| Prompt |
Gather up every line from the entries below that uses the word "Ленина".

Task material: Begin

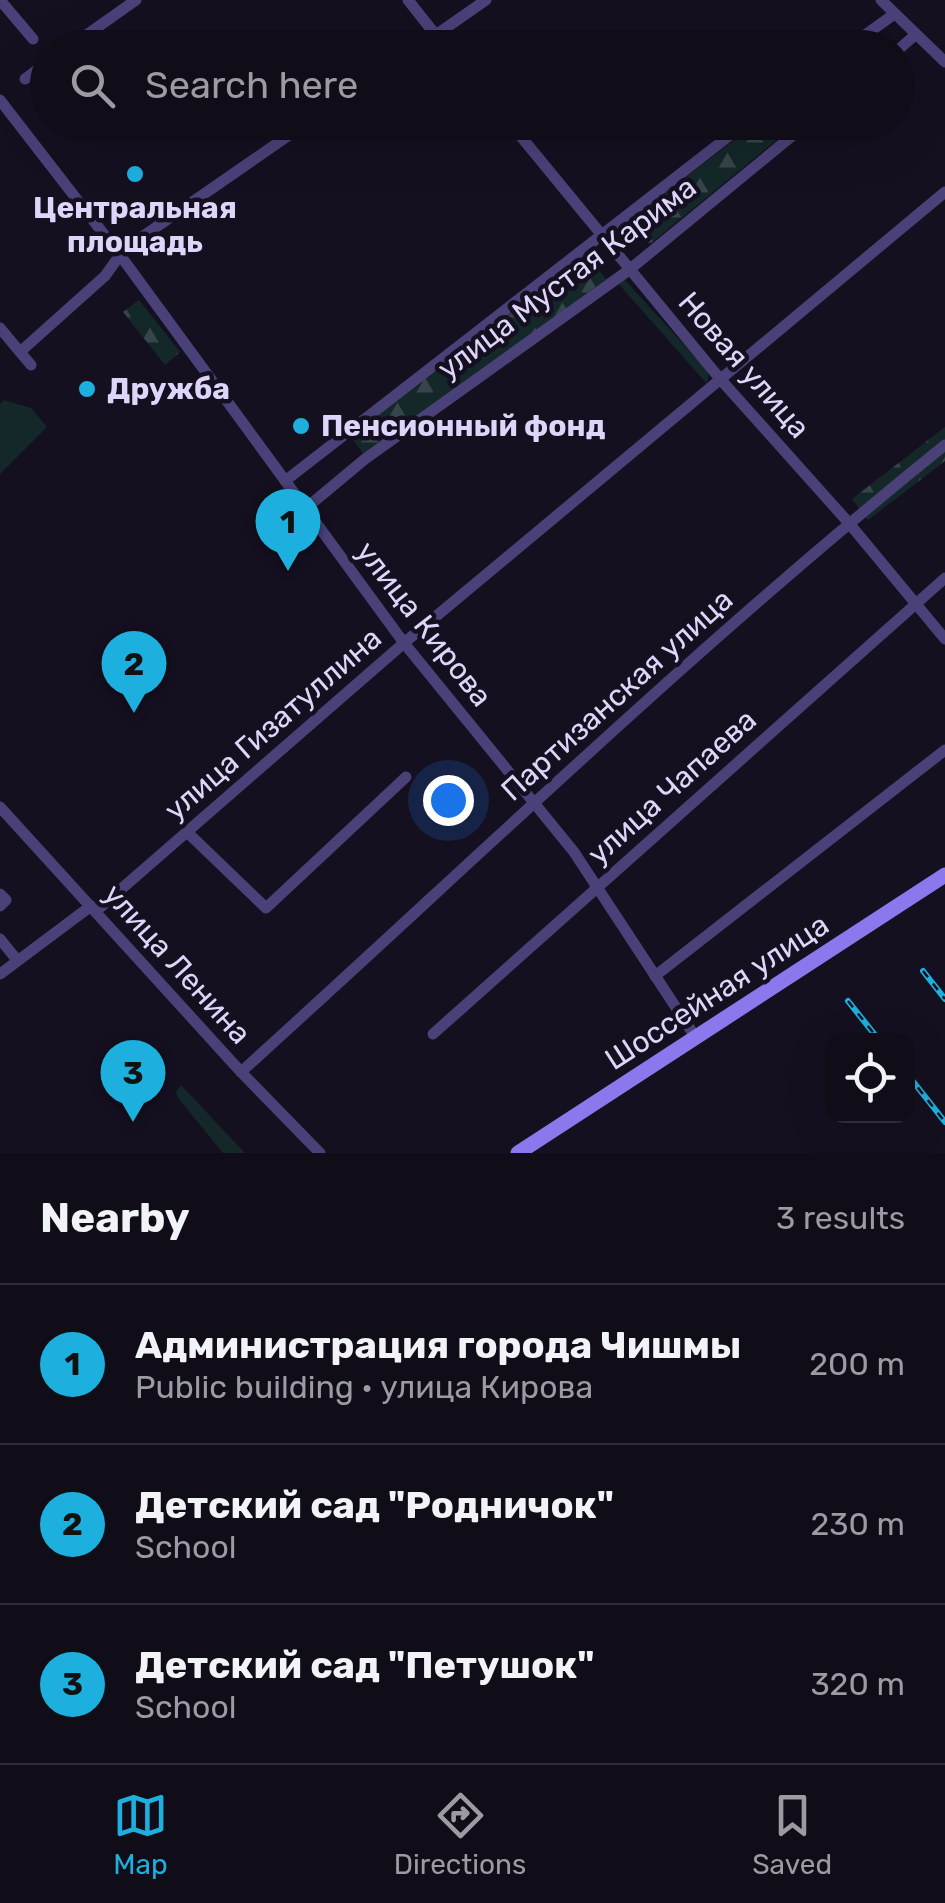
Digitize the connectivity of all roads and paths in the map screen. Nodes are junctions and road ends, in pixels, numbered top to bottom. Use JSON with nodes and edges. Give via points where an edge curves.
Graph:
{"nodes":[{"id":1,"x":0,"y":0,"type":"edge"},
{"id":2,"x":136,"y":0,"type":"edge"},
{"id":3,"x":408,"y":0,"type":"edge"},
{"id":4,"x":486,"y":0,"type":"edge"},
{"id":5,"x":881,"y":0,"type":"edge"},
{"id":6,"x":893,"y":15,"type":"junction"},
{"id":7,"x":94,"y":30,"type":"edge"},
{"id":8,"x":432,"y":30,"type":"edge"},
{"id":9,"x":443,"y":30,"type":"edge"},
{"id":10,"x":872,"y":30,"type":"edge"},
{"id":11,"x":910,"y":30,"type":"edge"},
{"id":12,"x":30,"y":35,"type":"edge"},
{"id":13,"x":916,"y":35,"type":"edge"},
{"id":14,"x":945,"y":62,"type":"edge"},
{"id":15,"x":30,"y":75,"type":"edge"},
{"id":16,"x":25,"y":78,"type":"dead end"},
{"id":17,"x":0,"y":100,"type":"edge"},
{"id":18,"x":30,"y":139,"type":"edge"},
{"id":19,"x":31,"y":140,"type":"edge"},
{"id":20,"x":283,"y":140,"type":"edge"},
{"id":21,"x":523,"y":140,"type":"edge"},
{"id":22,"x":724,"y":140,"type":"edge"},
{"id":23,"x":787,"y":140,"type":"edge"},
{"id":24,"x":945,"y":192,"type":"edge"},
{"id":25,"x":601,"y":236,"type":"junction"},
{"id":26,"x":120,"y":255,"type":"junction"},
{"id":27,"x":630,"y":270,"type":"junction"},
{"id":28,"x":0,"y":328,"type":"edge"},
{"id":29,"x":20,"y":352,"type":"junction"},
{"id":30,"x":31,"y":365,"type":"dead end"},
{"id":31,"x":721,"y":380,"type":"junction"},
{"id":32,"x":945,"y":444,"type":"edge"},
{"id":33,"x":284,"y":481,"type":"junction"},
{"id":34,"x":305,"y":509,"type":"junction"},
{"id":35,"x":848,"y":522,"type":"junction"},
{"id":36,"x":945,"y":578,"type":"edge"},
{"id":37,"x":914,"y":603,"type":"junction"},
{"id":38,"x":945,"y":638,"type":"edge"},
{"id":39,"x":404,"y":644,"type":"junction"},
{"id":40,"x":945,"y":750,"type":"edge"},
{"id":41,"x":406,"y":777,"type":"dead end"},
{"id":42,"x":533,"y":802,"type":"junction"},
{"id":43,"x":0,"y":807,"type":"edge"},
{"id":44,"x":186,"y":832,"type":"junction"},
{"id":45,"x":945,"y":875,"type":"edge"},
{"id":46,"x":597,"y":888,"type":"junction"},
{"id":47,"x":0,"y":894,"type":"edge"},
{"id":48,"x":0,"y":906,"type":"edge"},
{"id":49,"x":93,"y":908,"type":"junction"},
{"id":50,"x":0,"y":938,"type":"edge"},
{"id":51,"x":17,"y":960,"type":"junction"},
{"id":52,"x":0,"y":974,"type":"edge"},
{"id":53,"x":655,"y":976,"type":"junction"},
{"id":54,"x":433,"y":1034,"type":"dead end"},
{"id":55,"x":696,"y":1038,"type":"junction"},
{"id":56,"x":241,"y":1072,"type":"junction"},
{"id":57,"x":320,"y":1153,"type":"edge"},
{"id":58,"x":518,"y":1153,"type":"edge"}],
"edges":[{"from":1,"to":12,"type":"street"},
{"from":2,"to":7,"type":"street"},
{"from":3,"to":8,"type":"street"},
{"from":4,"to":9,"type":"street"},
{"from":5,"to":6,"type":"street"},
{"from":6,"to":10,"type":"street"},
{"from":6,"to":11,"type":"street"},
{"from":13,"to":14,"type":"street"},
{"from":15,"to":16,"type":"street"},
{"from":17,"to":18,"type":"street","name":"улица Кирова"},
{"from":19,"to":26,"type":"street","name":"улица Кирова"},
{"from":20,"to":26,"type":"street"},
{"from":21,"to":25,"type":"street","name":"Новая улица"},
{"from":22,"to":25,"type":"street","name":"улица Мустая Карима"},
{"from":23,"to":27,"type":"street","name":"улица Мустая Карима"},
{"from":24,"to":31,"type":"street","name":"улица Гизатуллина"},
{"from":25,"to":27,"type":"street","name":"Новая улица"},
{"from":25,"to":33,"type":"street","name":"улица Мустая Карима"},
{"from":26,"to":29,"type":"street"},
{"from":26,"to":33,"type":"street","name":"улица Кирова"},
{"from":27,"to":31,"type":"street","name":"Новая улица"},
{"from":27,"to":34,"type":"street","name":"улица Мустая Карима"},
{"from":28,"to":29,"type":"street"},
{"from":29,"to":30,"type":"street"},
{"from":31,"to":35,"type":"street","name":"Новая улица"},
{"from":31,"to":39,"type":"street","name":"улица Гизатуллина"},
{"from":32,"to":35,"type":"street","name":"Партизанская улица"},
{"from":33,"to":34,"type":"street","name":"улица Кирова"},
{"from":34,"to":39,"type":"street","name":"улица Кирова"},
{"from":35,"to":37,"type":"street","name":"Новая улица"},
{"from":35,"to":42,"type":"street","name":"Партизанская улица"},
{"from":36,"to":37,"type":"street","name":"улица Чапаева"},
{"from":37,"to":38,"type":"street","name":"Новая улица"},
{"from":37,"to":46,"type":"street","name":"улица Чапаева"},
{"from":39,"to":42,"type":"street","name":"улица Кирова"},
{"from":39,"to":44,"type":"street","name":"улица Гизатуллина"},
{"from":40,"to":53,"type":"street","name":"Шоссейная улица"},
{"from":41,"to":44,"type":"street","via":[[266,908]]},
{"from":42,"to":46,"type":"street","name":"улица Кирова"},
{"from":42,"to":56,"type":"street","name":"Партизанская улица"},
{"from":43,"to":49,"type":"street","name":"улица Ленина"},
{"from":44,"to":49,"type":"street","name":"улица Гизатуллина"},
{"from":45,"to":55,"type":"main road","name":"Шоссейная улица"},
{"from":46,"to":53,"type":"street","name":"улица Кирова"},
{"from":46,"to":54,"type":"street","name":"улица Чапаева"},
{"from":47,"to":48,"type":"street","via":[[6,900]]},
{"from":49,"to":51,"type":"street","name":"улица Гизатуллина"},
{"from":49,"to":56,"type":"street","name":"улица Ленина"},
{"from":50,"to":51,"type":"street"},
{"from":51,"to":52,"type":"street","name":"улица Гизатуллина"},
{"from":53,"to":55,"type":"street","name":"улица Кирова"},
{"from":55,"to":58,"type":"main road","name":"Шоссейная улица"},
{"from":56,"to":57,"type":"street","name":"улица Ленина"}]}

Task material: End

| Answer box |
{"from":43,"to":49,"type":"street","name":"улица Ленина"},
{"from":49,"to":56,"type":"street","name":"улица Ленина"},
{"from":56,"to":57,"type":"street","name":"улица Ленина"}]}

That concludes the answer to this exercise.